Longtime problems like chronic underfunding undergird the distress public health workers are feeling, said Chrissie Juliano, executive director of the Big Cities Health Coalition, a forum for leaders from the nation’s largest metropolitan health departments. Extreme politicization of pandemic response is also a major contributor, she said.

The new PH WINS data found over 40% of public health workers in executive roles agreed that they felt bullied, threatened or harassed by people outside their departments, compared to 16% of overall survey respondents. Earlier this month, a study published in the American Journal of Public Health reported similar findings, identifying nearly 1,500 episodes of harassment against local health officials between March 2020 and January 2021. Officials in that study described experiences such as “marginalization of their expertise, social villainization and disillusionment.”

Juliano said she suspects health departments could face another surge in worker departures as the emergency response to COVID-19 scales down. “I think a lot of people stayed, especially leaders, because they didn’t want to leave in the middle of a crisis,” she said. “We already had a pipeline problem in governmental public health, a shrinking workforce — these [PH WINS] data will likely exacerbate that.”

Last November, after working every day for 100 weeks straight, Lee Norman stepped down as secretary at the Kansas Department of Health and Environment, following disagreements with Gov.
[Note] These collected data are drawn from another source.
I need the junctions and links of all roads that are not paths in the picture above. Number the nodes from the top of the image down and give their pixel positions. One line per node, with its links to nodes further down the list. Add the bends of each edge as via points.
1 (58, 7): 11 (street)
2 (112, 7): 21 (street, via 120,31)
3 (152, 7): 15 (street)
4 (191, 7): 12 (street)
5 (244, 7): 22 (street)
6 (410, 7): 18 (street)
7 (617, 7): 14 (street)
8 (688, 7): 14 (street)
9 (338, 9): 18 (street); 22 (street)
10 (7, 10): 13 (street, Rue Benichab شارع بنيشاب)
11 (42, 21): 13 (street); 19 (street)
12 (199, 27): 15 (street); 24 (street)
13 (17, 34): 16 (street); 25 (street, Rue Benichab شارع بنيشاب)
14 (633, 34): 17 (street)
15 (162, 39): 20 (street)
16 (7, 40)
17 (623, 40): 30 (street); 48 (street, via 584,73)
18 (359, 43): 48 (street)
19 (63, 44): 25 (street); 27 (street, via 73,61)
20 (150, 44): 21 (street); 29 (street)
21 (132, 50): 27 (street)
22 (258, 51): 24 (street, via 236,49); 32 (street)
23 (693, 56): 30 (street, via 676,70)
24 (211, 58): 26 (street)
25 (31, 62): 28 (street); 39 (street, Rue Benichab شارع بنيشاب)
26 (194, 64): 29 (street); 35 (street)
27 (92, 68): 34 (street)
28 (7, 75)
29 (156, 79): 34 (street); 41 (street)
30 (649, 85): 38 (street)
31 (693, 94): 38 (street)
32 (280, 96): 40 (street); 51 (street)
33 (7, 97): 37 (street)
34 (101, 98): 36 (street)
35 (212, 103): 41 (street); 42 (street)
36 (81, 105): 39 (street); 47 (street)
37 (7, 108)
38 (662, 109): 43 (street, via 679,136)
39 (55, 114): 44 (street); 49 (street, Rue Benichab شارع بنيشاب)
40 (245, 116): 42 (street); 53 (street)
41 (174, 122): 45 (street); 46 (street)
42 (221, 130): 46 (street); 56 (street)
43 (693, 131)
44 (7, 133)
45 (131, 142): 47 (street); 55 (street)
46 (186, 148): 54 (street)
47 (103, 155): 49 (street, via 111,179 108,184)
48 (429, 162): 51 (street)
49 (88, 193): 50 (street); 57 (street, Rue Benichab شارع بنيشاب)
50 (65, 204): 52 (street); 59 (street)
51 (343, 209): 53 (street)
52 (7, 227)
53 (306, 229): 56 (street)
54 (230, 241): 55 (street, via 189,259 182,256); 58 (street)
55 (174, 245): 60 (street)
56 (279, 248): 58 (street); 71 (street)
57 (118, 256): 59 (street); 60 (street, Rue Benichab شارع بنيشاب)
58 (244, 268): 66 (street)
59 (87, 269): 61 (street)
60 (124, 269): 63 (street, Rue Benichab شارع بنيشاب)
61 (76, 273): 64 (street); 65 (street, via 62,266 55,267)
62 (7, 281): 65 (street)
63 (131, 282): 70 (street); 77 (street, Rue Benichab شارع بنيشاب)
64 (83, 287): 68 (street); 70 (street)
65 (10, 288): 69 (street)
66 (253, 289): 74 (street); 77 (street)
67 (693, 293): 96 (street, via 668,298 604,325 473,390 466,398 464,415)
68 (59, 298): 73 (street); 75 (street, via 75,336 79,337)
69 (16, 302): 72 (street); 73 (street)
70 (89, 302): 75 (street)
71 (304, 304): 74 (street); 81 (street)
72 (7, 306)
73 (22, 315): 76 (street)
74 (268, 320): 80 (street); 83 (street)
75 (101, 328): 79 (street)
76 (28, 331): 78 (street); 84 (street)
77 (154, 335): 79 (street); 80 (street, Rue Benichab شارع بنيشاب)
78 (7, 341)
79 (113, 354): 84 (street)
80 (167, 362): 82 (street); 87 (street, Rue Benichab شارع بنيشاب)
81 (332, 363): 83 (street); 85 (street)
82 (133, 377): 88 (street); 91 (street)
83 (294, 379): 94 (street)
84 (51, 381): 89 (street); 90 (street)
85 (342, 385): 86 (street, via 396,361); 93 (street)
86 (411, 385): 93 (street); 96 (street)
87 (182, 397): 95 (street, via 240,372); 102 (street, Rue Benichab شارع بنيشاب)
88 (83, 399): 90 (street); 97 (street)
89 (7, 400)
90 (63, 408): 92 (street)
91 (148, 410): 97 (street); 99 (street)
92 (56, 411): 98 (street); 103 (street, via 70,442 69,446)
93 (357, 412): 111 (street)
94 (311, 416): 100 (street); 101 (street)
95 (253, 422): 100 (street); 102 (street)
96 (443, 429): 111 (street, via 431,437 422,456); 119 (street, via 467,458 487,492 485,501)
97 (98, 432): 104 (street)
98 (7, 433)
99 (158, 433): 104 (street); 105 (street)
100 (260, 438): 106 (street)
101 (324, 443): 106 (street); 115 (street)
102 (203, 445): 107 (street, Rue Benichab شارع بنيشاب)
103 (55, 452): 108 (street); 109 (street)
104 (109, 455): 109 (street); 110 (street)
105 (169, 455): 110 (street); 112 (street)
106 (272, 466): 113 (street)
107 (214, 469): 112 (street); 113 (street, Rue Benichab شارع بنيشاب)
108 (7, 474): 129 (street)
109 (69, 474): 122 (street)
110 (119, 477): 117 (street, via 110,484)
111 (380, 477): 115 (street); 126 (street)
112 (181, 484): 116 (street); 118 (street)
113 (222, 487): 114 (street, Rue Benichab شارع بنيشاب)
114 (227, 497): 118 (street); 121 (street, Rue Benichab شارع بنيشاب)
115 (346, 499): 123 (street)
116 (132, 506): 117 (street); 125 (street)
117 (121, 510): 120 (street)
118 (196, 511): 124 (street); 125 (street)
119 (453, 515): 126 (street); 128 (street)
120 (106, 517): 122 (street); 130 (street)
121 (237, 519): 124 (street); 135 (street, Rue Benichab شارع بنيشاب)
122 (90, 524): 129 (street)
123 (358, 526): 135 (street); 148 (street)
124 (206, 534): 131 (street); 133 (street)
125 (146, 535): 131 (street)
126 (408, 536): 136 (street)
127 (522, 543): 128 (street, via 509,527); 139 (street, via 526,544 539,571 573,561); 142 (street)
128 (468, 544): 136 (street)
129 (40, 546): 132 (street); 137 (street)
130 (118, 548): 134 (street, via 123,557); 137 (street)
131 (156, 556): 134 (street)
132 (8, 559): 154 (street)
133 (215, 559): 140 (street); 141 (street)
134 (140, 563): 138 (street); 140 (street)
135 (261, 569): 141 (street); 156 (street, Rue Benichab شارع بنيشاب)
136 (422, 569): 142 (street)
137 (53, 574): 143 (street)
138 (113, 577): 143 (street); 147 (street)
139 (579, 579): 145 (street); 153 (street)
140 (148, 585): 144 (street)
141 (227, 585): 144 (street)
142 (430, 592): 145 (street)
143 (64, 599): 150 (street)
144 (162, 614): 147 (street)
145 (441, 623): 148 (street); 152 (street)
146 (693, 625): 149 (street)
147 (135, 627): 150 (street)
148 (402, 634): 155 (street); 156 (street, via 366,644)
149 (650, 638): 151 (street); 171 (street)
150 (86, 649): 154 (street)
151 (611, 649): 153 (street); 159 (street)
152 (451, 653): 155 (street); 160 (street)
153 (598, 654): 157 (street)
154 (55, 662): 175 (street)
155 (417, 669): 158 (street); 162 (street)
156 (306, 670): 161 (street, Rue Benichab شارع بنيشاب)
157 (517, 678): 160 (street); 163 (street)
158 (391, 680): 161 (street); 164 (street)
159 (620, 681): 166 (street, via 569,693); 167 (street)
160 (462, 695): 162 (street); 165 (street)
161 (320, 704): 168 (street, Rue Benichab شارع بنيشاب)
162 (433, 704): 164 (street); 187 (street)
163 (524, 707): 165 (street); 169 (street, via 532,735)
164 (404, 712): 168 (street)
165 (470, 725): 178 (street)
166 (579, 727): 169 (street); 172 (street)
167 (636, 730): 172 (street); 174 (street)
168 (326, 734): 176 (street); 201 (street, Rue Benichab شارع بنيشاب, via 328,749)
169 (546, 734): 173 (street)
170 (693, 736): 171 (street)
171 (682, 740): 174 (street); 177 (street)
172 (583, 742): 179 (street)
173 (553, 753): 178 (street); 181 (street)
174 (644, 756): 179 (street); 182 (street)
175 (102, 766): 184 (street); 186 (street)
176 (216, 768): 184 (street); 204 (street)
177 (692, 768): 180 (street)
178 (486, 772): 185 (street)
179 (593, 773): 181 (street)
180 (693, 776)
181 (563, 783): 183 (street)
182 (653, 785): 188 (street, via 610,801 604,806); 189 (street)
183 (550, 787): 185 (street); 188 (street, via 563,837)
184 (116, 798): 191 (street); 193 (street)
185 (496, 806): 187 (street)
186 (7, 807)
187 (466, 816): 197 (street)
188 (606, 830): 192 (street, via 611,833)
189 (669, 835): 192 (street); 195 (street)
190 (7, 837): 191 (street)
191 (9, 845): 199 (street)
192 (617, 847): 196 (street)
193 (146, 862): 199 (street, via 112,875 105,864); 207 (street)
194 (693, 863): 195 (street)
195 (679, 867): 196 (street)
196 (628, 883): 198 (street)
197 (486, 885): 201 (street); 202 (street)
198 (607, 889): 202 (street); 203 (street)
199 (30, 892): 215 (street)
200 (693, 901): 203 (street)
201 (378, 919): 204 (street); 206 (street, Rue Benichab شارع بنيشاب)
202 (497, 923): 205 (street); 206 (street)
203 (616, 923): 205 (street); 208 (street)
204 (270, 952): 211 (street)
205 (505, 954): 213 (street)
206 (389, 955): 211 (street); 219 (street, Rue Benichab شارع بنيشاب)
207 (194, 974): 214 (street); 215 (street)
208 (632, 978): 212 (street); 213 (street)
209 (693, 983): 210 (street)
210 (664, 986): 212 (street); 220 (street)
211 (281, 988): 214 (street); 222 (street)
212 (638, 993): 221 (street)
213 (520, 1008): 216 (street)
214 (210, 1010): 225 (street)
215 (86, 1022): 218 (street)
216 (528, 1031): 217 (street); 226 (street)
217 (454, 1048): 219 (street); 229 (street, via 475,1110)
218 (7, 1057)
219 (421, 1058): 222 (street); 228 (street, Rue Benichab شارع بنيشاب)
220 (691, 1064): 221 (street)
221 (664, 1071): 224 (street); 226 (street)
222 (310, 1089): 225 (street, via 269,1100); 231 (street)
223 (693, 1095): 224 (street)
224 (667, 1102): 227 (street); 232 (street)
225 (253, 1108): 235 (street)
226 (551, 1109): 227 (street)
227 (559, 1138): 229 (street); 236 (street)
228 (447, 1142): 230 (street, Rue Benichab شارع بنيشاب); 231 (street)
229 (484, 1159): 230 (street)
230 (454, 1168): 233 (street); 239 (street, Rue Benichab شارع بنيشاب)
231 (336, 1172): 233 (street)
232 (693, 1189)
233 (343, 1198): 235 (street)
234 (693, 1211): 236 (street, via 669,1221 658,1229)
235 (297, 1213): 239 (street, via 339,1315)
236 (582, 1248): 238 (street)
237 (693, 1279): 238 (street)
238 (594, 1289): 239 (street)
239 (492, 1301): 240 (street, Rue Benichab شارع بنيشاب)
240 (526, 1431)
Laura Kelly’s office about his public COVID-19 messaging.

Norman, also a colonel in the U.S. Army, said the anguish he’s witnessed among colleagues in the last two years reminds him of what he saw in soldiers returning from Vietnam decades ago: people consumed by grief, shunned for doing their jobs.

“That’s been the hardest part,” he said, “that lack of connectedness with community, with the people we worked so hard to gain trust with, let alone with our own leaders.”